Exercise goal: In the copy, include no images, and repeat each entry precisely as written.

Data for the task:
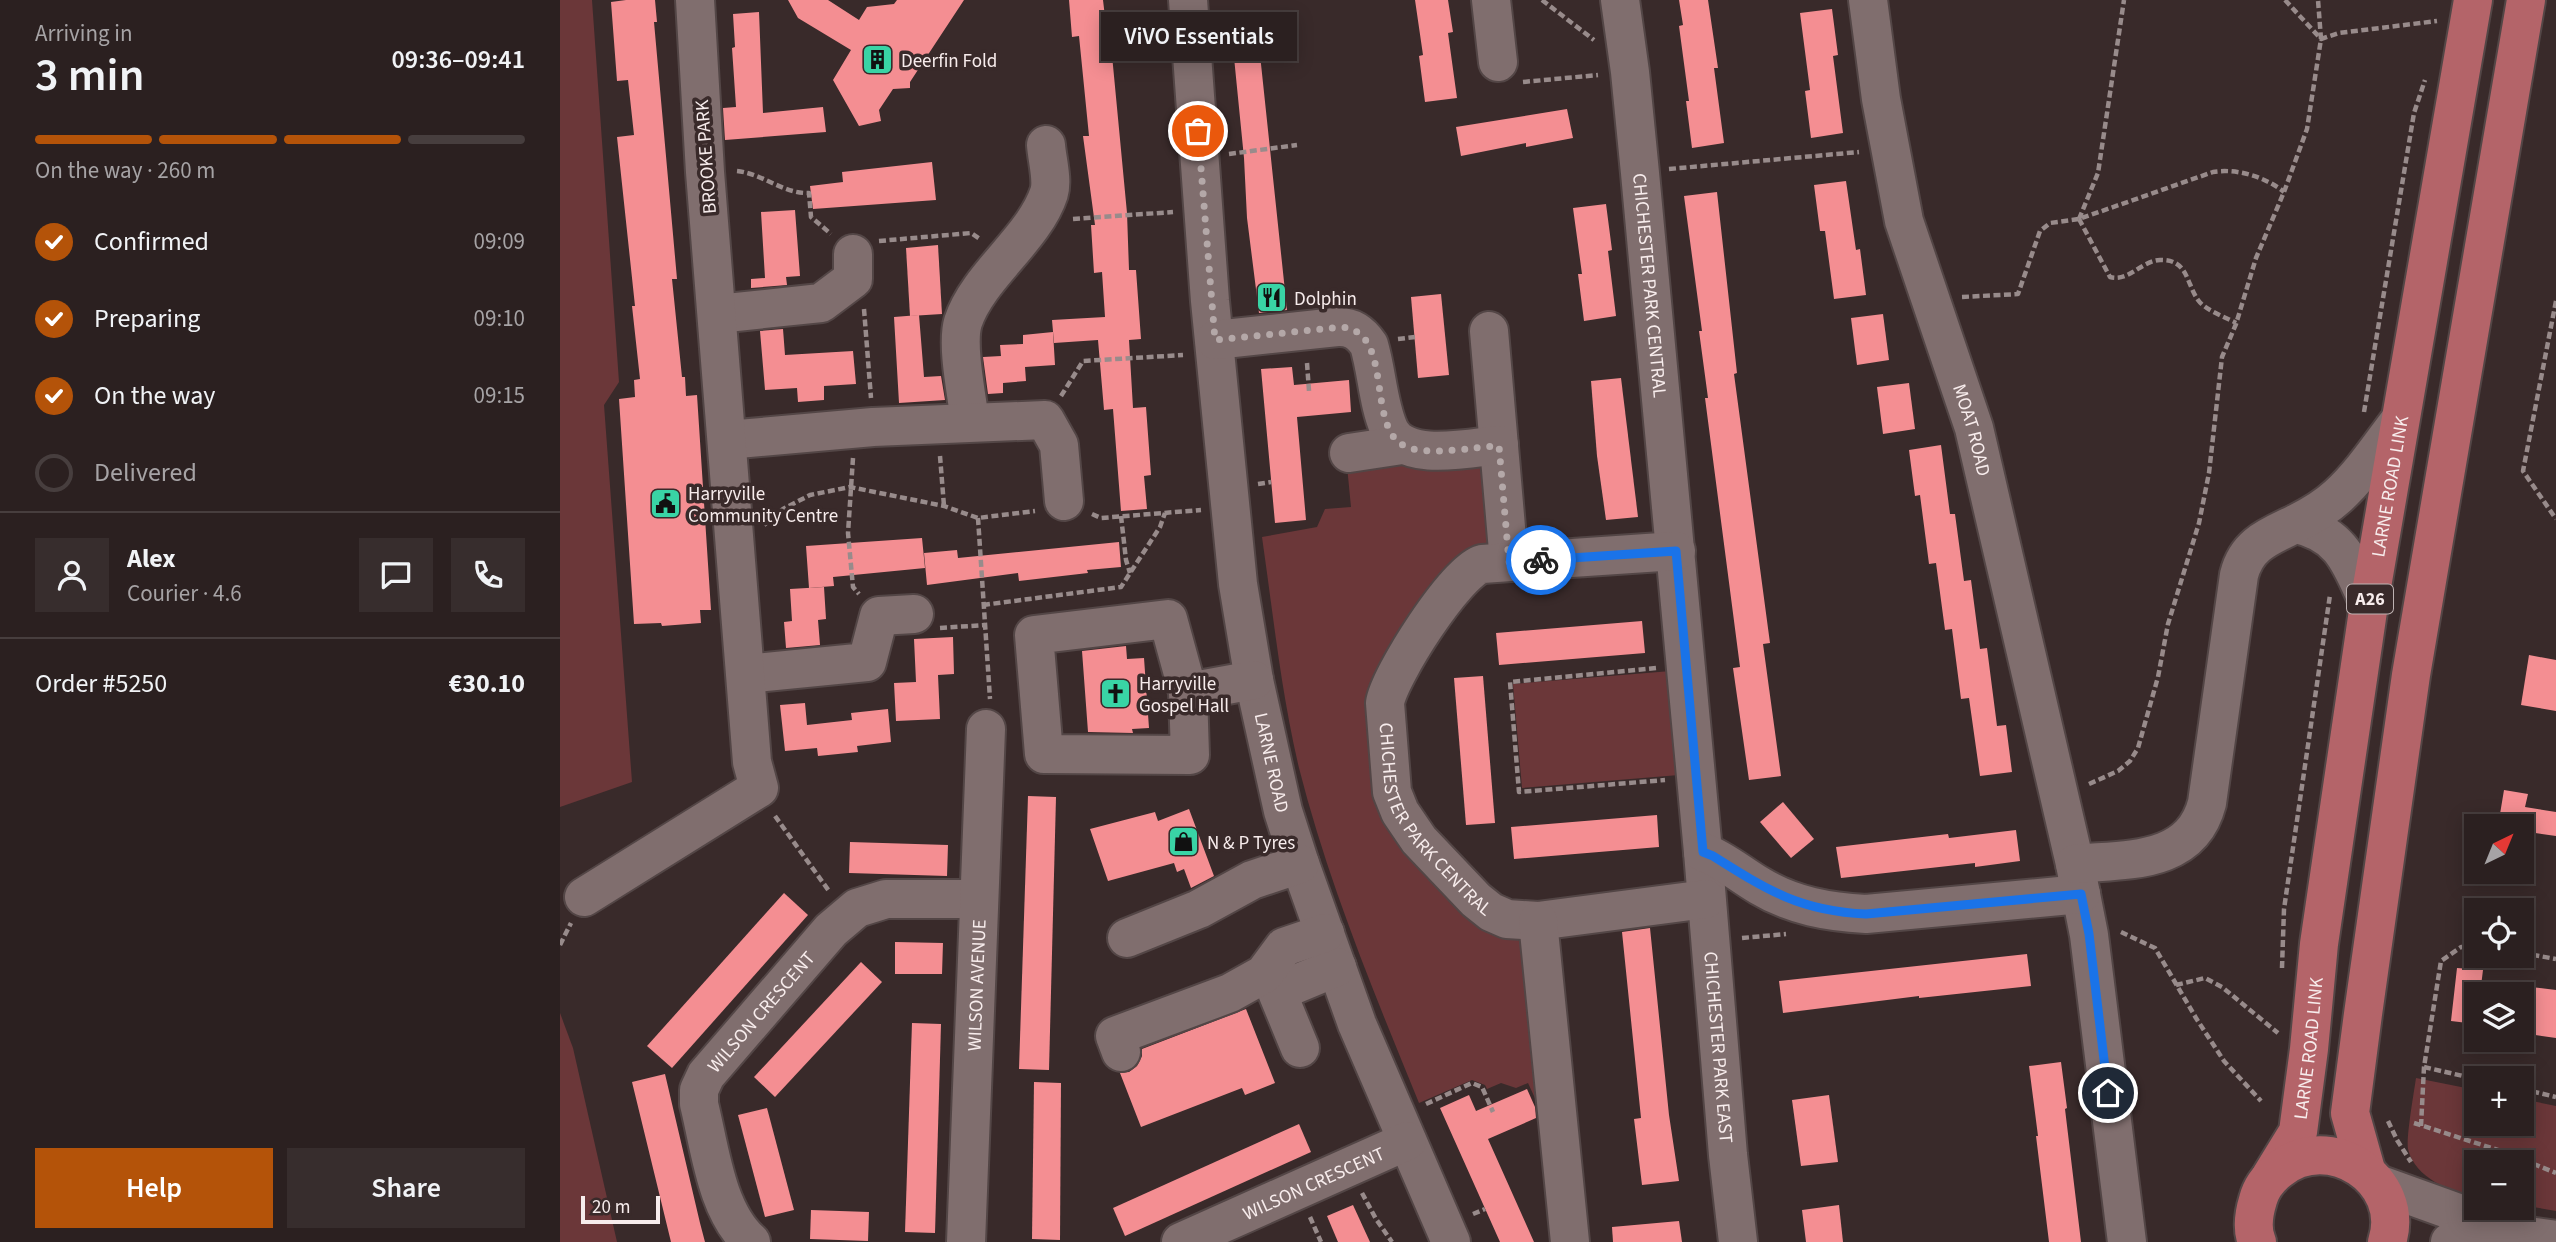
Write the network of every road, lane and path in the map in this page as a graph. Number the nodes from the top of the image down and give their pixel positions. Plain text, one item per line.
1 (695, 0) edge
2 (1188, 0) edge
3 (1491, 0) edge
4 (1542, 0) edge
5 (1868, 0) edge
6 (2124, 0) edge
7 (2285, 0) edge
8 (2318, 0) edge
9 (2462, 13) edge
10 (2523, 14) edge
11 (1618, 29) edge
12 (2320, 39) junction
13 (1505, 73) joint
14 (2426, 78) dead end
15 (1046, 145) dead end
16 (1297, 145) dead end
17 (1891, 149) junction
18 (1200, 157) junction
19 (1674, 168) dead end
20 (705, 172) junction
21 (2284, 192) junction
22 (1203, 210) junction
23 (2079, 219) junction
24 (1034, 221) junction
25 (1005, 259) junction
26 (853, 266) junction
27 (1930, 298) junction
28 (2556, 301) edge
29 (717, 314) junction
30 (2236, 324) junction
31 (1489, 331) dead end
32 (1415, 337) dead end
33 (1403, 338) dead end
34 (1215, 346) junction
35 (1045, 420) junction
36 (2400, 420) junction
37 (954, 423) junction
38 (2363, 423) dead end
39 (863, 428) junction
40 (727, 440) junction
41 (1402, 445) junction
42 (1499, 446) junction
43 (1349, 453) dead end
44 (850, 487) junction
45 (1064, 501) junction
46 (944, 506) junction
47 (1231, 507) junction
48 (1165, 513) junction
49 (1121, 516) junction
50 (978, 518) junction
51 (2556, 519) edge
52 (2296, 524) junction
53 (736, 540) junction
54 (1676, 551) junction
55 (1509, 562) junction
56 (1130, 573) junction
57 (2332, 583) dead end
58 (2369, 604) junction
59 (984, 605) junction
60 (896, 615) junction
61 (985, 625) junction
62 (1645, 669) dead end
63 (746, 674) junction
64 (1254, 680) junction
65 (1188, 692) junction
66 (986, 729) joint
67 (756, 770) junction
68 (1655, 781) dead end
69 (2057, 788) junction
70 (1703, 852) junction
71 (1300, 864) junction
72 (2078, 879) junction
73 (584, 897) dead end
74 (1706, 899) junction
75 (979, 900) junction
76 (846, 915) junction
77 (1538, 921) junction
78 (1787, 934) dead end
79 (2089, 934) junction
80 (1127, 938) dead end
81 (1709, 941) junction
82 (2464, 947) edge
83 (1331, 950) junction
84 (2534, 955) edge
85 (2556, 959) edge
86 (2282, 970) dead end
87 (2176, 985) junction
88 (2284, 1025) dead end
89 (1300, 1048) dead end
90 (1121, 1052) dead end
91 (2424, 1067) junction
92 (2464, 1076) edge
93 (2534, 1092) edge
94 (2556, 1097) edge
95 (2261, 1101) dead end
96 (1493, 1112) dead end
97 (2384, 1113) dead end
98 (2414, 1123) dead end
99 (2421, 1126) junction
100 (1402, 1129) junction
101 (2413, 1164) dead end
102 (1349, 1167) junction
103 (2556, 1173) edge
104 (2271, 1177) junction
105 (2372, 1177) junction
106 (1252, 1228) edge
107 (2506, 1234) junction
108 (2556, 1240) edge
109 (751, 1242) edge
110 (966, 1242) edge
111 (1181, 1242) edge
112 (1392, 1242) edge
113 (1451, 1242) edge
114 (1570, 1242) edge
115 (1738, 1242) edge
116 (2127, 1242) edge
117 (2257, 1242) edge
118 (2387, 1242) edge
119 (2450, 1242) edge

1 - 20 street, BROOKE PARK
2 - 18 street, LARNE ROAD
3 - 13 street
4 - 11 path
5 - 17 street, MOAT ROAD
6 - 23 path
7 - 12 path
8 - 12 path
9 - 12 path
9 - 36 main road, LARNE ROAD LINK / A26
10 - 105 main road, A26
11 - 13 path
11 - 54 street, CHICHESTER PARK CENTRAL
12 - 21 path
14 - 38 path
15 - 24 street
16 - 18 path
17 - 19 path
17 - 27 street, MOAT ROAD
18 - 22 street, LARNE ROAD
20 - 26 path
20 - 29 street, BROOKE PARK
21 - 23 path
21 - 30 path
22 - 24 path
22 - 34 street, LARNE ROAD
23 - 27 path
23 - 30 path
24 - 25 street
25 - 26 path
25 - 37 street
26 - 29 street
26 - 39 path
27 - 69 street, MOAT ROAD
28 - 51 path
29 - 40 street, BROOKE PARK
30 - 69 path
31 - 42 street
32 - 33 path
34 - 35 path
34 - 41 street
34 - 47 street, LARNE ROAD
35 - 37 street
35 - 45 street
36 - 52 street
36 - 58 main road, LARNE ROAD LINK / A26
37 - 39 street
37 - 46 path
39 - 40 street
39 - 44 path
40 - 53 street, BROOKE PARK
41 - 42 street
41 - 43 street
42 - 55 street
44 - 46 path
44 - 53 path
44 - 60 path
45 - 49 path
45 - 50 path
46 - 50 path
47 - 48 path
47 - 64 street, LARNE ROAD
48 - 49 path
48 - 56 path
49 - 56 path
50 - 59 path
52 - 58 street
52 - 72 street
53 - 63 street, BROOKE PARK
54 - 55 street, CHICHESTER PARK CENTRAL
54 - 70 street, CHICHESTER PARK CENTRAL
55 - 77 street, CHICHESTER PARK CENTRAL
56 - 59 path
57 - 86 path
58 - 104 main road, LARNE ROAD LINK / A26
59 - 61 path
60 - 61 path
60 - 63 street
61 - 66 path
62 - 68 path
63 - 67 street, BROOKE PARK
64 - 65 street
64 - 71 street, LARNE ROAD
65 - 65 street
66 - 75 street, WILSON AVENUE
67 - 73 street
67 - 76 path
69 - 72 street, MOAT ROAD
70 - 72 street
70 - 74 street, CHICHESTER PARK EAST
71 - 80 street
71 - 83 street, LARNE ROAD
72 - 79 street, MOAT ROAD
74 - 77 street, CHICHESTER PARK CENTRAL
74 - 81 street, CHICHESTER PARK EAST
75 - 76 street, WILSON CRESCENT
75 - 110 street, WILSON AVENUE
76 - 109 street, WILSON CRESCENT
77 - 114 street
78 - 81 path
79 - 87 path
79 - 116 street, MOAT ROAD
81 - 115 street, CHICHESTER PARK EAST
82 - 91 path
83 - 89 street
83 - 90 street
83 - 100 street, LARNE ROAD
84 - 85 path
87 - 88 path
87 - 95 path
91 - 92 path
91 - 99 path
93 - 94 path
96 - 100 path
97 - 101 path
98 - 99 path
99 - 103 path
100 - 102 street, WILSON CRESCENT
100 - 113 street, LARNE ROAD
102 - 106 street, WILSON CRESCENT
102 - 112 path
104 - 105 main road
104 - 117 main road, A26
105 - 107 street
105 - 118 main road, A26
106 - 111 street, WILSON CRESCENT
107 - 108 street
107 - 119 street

Task solution:
Write the network of every road, lane and path in the map in this page as a graph. Number the nodes from the top of the image down and give their pixel positions. Plain text, one item per line.
1 (695, 0) edge
2 (1188, 0) edge
3 (1491, 0) edge
4 (1542, 0) edge
5 (1868, 0) edge
6 (2124, 0) edge
7 (2285, 0) edge
8 (2318, 0) edge
9 (2462, 13) edge
10 (2523, 14) edge
11 (1618, 29) edge
12 (2320, 39) junction
13 (1505, 73) joint
14 (2426, 78) dead end
15 (1046, 145) dead end
16 (1297, 145) dead end
17 (1891, 149) junction
18 (1200, 157) junction
19 (1674, 168) dead end
20 (705, 172) junction
21 (2284, 192) junction
22 (1203, 210) junction
23 (2079, 219) junction
24 (1034, 221) junction
25 (1005, 259) junction
26 (853, 266) junction
27 (1930, 298) junction
28 (2556, 301) edge
29 (717, 314) junction
30 (2236, 324) junction
31 (1489, 331) dead end
32 (1415, 337) dead end
33 (1403, 338) dead end
34 (1215, 346) junction
35 (1045, 420) junction
36 (2400, 420) junction
37 (954, 423) junction
38 (2363, 423) dead end
39 (863, 428) junction
40 (727, 440) junction
41 (1402, 445) junction
42 (1499, 446) junction
43 (1349, 453) dead end
44 (850, 487) junction
45 (1064, 501) junction
46 (944, 506) junction
47 (1231, 507) junction
48 (1165, 513) junction
49 (1121, 516) junction
50 (978, 518) junction
51 (2556, 519) edge
52 (2296, 524) junction
53 (736, 540) junction
54 (1676, 551) junction
55 (1509, 562) junction
56 (1130, 573) junction
57 (2332, 583) dead end
58 (2369, 604) junction
59 (984, 605) junction
60 (896, 615) junction
61 (985, 625) junction
62 (1645, 669) dead end
63 (746, 674) junction
64 (1254, 680) junction
65 (1188, 692) junction
66 (986, 729) joint
67 (756, 770) junction
68 (1655, 781) dead end
69 (2057, 788) junction
70 (1703, 852) junction
71 (1300, 864) junction
72 (2078, 879) junction
73 (584, 897) dead end
74 (1706, 899) junction
75 (979, 900) junction
76 (846, 915) junction
77 (1538, 921) junction
78 (1787, 934) dead end
79 (2089, 934) junction
80 (1127, 938) dead end
81 (1709, 941) junction
82 (2464, 947) edge
83 (1331, 950) junction
84 (2534, 955) edge
85 (2556, 959) edge
86 (2282, 970) dead end
87 (2176, 985) junction
88 (2284, 1025) dead end
89 (1300, 1048) dead end
90 (1121, 1052) dead end
91 (2424, 1067) junction
92 (2464, 1076) edge
93 (2534, 1092) edge
94 (2556, 1097) edge
95 (2261, 1101) dead end
96 (1493, 1112) dead end
97 (2384, 1113) dead end
98 (2414, 1123) dead end
99 (2421, 1126) junction
100 (1402, 1129) junction
101 (2413, 1164) dead end
102 (1349, 1167) junction
103 (2556, 1173) edge
104 (2271, 1177) junction
105 (2372, 1177) junction
106 (1252, 1228) edge
107 (2506, 1234) junction
108 (2556, 1240) edge
109 (751, 1242) edge
110 (966, 1242) edge
111 (1181, 1242) edge
112 (1392, 1242) edge
113 (1451, 1242) edge
114 (1570, 1242) edge
115 (1738, 1242) edge
116 (2127, 1242) edge
117 (2257, 1242) edge
118 (2387, 1242) edge
119 (2450, 1242) edge

1 - 20 street, BROOKE PARK
2 - 18 street, LARNE ROAD
3 - 13 street
4 - 11 path
5 - 17 street, MOAT ROAD
6 - 23 path
7 - 12 path
8 - 12 path
9 - 12 path
9 - 36 main road, LARNE ROAD LINK / A26
10 - 105 main road, A26
11 - 13 path
11 - 54 street, CHICHESTER PARK CENTRAL
12 - 21 path
14 - 38 path
15 - 24 street
16 - 18 path
17 - 19 path
17 - 27 street, MOAT ROAD
18 - 22 street, LARNE ROAD
20 - 26 path
20 - 29 street, BROOKE PARK
21 - 23 path
21 - 30 path
22 - 24 path
22 - 34 street, LARNE ROAD
23 - 27 path
23 - 30 path
24 - 25 street
25 - 26 path
25 - 37 street
26 - 29 street
26 - 39 path
27 - 69 street, MOAT ROAD
28 - 51 path
29 - 40 street, BROOKE PARK
30 - 69 path
31 - 42 street
32 - 33 path
34 - 35 path
34 - 41 street
34 - 47 street, LARNE ROAD
35 - 37 street
35 - 45 street
36 - 52 street
36 - 58 main road, LARNE ROAD LINK / A26
37 - 39 street
37 - 46 path
39 - 40 street
39 - 44 path
40 - 53 street, BROOKE PARK
41 - 42 street
41 - 43 street
42 - 55 street
44 - 46 path
44 - 53 path
44 - 60 path
45 - 49 path
45 - 50 path
46 - 50 path
47 - 48 path
47 - 64 street, LARNE ROAD
48 - 49 path
48 - 56 path
49 - 56 path
50 - 59 path
52 - 58 street
52 - 72 street
53 - 63 street, BROOKE PARK
54 - 55 street, CHICHESTER PARK CENTRAL
54 - 70 street, CHICHESTER PARK CENTRAL
55 - 77 street, CHICHESTER PARK CENTRAL
56 - 59 path
57 - 86 path
58 - 104 main road, LARNE ROAD LINK / A26
59 - 61 path
60 - 61 path
60 - 63 street
61 - 66 path
62 - 68 path
63 - 67 street, BROOKE PARK
64 - 65 street
64 - 71 street, LARNE ROAD
65 - 65 street
66 - 75 street, WILSON AVENUE
67 - 73 street
67 - 76 path
69 - 72 street, MOAT ROAD
70 - 72 street
70 - 74 street, CHICHESTER PARK EAST
71 - 80 street
71 - 83 street, LARNE ROAD
72 - 79 street, MOAT ROAD
74 - 77 street, CHICHESTER PARK CENTRAL
74 - 81 street, CHICHESTER PARK EAST
75 - 76 street, WILSON CRESCENT
75 - 110 street, WILSON AVENUE
76 - 109 street, WILSON CRESCENT
77 - 114 street
78 - 81 path
79 - 87 path
79 - 116 street, MOAT ROAD
81 - 115 street, CHICHESTER PARK EAST
82 - 91 path
83 - 89 street
83 - 90 street
83 - 100 street, LARNE ROAD
84 - 85 path
87 - 88 path
87 - 95 path
91 - 92 path
91 - 99 path
93 - 94 path
96 - 100 path
97 - 101 path
98 - 99 path
99 - 103 path
100 - 102 street, WILSON CRESCENT
100 - 113 street, LARNE ROAD
102 - 106 street, WILSON CRESCENT
102 - 112 path
104 - 105 main road
104 - 117 main road, A26
105 - 107 street
105 - 118 main road, A26
106 - 111 street, WILSON CRESCENT
107 - 108 street
107 - 119 street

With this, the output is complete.